Though Fridmann was absent for the celebrity sessions, he's as happy with the resulting studio chatter as with the music itself. "When you get guys like Garth and Levon into the studio, you leave the tape rolling," he says. "We've got hours of Garth talking about what he thinks about reality. At the beginning of 'Opus 40,' what you don't hear is this false start with Levon cackling away. We didn't want them to feel we were making them the butt of a joke, but we've scattered weird vocal clips of Garth all over the album's hidden track."

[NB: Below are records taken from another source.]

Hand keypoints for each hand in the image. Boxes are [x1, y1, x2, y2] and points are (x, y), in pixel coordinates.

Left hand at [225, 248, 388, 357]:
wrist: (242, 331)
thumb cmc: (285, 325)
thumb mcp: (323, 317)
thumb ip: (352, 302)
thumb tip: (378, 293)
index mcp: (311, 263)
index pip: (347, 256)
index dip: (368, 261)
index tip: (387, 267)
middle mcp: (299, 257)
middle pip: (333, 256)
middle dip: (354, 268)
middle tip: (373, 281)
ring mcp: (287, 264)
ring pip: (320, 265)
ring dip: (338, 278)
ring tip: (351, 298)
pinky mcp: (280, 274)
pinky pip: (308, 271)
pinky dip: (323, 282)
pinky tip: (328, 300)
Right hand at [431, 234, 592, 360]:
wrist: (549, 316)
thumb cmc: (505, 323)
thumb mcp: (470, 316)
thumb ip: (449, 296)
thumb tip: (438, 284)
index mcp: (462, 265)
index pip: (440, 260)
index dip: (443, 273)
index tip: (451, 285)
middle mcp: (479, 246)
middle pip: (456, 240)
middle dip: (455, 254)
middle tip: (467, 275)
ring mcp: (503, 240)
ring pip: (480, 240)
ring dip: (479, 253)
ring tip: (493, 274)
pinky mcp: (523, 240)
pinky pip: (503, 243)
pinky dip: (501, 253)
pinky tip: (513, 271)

Donahue seems as pleased with the new album as he is with the current touring version of Mercury Rev, which consists of guitarist Jayson Russo, his keyboard-playing brother Justin (both of space-rockers Hopewell), Adam Snyder (organ) and Jeff Mercel (drums). "People hear our music and think that one influence is where we're at," Donahue says. "But it may not be the same influence they have in mind. I'll give you an example: A lot of people will say Pet Sounds or Smile, but to be honest, we don't listen to much Beach Boys. But we have the same influences that Brian Wilson had. We listen to a lot of '50s doo-wop and popular standards, early Americana and music straight out of the Ziegfeld Follies era. In that way, we have shared influences - the same stuff that Brian listened to and that Levon Helm and Garth Hudson listened to. We all share a great love of older music. We'll do things we think are wholly original and then hear the same thing, done in 1953.

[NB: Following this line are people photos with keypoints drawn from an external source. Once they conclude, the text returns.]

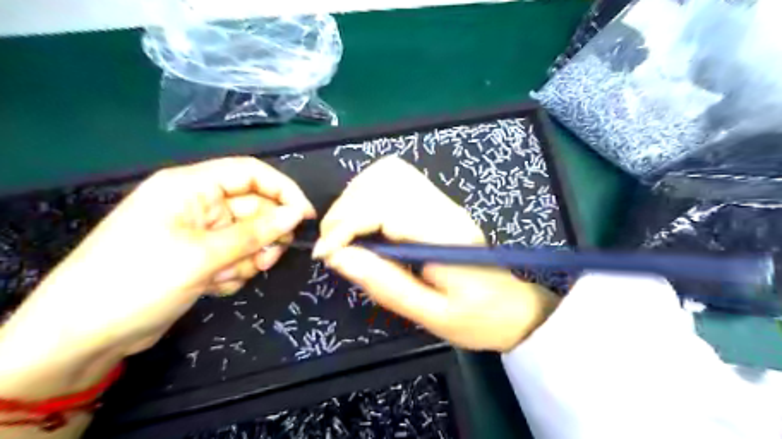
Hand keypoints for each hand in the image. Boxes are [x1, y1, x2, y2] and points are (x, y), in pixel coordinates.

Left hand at [1, 156, 314, 396]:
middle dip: (265, 234)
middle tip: (267, 259)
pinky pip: (237, 256)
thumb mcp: (204, 254)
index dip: (283, 191)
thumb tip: (297, 214)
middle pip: (254, 207)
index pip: (251, 173)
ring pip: (249, 235)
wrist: (84, 336)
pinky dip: (235, 271)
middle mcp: (198, 203)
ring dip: (250, 257)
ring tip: (229, 276)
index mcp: (191, 186)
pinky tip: (214, 285)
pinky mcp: (201, 256)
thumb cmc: (138, 280)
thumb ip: (256, 232)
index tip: (305, 217)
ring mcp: (200, 231)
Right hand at [314, 158, 559, 352]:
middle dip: (345, 210)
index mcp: (444, 235)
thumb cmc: (476, 317)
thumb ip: (386, 285)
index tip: (326, 254)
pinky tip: (364, 221)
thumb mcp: (432, 315)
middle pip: (383, 180)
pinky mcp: (435, 203)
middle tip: (333, 246)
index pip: (385, 207)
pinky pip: (396, 180)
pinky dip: (368, 193)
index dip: (346, 225)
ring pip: (387, 172)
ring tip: (345, 233)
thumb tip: (338, 258)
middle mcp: (442, 207)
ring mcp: (440, 201)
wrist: (512, 307)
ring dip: (354, 197)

"As Solomon said in the Bible, it's simply the combination of things. By no means would I say we're unique. But we are a rock band with a certain twist and a desire to create timeless music. We don't put on a record and say, 'Tonight we're in the mood for something from 1994.' We don't care when the fucking record was made. We just want to hear - and to make - good music."